There were some limitations to this meta-analysis. First, some MBC patients received chemotherapy or endocrinotherapy of varying strategies before blood was sampled for CTC detection; this may have caused heterogeneity in the results among patients. Second, our meta-analysis was based on published literature; thus, individual patient data could not be obtained, which could have further improved the accuracy of our results. Third, some of our data analyses were based on relatively small numbers of patients because of missing information in several studies. This was particularly true for the analysis of the association between CTC number and treatment response, the results for which showed significant heterogeneity. Fourth, more than 85 % of the studies included in this meta-analysis were conducted in the USA or Europe, which could have generated publication bias.

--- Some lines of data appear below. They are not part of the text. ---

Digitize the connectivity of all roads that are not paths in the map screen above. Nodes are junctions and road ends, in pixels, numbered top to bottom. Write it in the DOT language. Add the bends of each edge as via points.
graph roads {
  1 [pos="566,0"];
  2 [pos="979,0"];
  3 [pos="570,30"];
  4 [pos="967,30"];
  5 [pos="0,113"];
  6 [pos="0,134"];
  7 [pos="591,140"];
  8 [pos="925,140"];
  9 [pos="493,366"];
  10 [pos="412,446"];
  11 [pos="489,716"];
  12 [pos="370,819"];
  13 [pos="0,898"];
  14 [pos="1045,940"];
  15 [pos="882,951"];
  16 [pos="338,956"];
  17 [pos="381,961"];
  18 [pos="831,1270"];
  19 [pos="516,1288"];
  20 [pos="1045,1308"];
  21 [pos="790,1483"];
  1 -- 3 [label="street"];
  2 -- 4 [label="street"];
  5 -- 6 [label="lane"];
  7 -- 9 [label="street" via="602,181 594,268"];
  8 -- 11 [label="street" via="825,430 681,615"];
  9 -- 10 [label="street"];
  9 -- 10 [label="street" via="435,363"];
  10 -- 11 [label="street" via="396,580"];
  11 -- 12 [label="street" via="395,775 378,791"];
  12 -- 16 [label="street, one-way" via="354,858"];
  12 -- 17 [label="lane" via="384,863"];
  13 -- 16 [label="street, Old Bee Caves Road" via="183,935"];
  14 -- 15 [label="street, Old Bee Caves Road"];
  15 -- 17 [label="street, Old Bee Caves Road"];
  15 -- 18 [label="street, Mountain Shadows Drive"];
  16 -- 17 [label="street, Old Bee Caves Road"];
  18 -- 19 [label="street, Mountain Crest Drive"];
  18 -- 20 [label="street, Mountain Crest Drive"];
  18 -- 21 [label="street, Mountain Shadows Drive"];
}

In conclusion, the results of this meta-analysis further support the prognostic value of CTCs in MBC. Additionally, HER2 expression in the primary tumor, but not hormonal receptor expression in the primary tumor or TNBC, was associated with a greater CTC number. Furthermore, our results also suggested that a CTC number of ≥5 is associated with a worse treatment response. Moreover, several reports revealed that the CTC phenotype is not in accordance with that of the primary tumor and that CTCs with various phenotypes possess distinct metastatic potentials [36, 38]. Therefore, in consideration of the limitations of this study and to understand the clinical utility of CTC detection in breast cancer, large interventional or observational studies based on CTC subtypes should be performed in the future to generate more accurate results.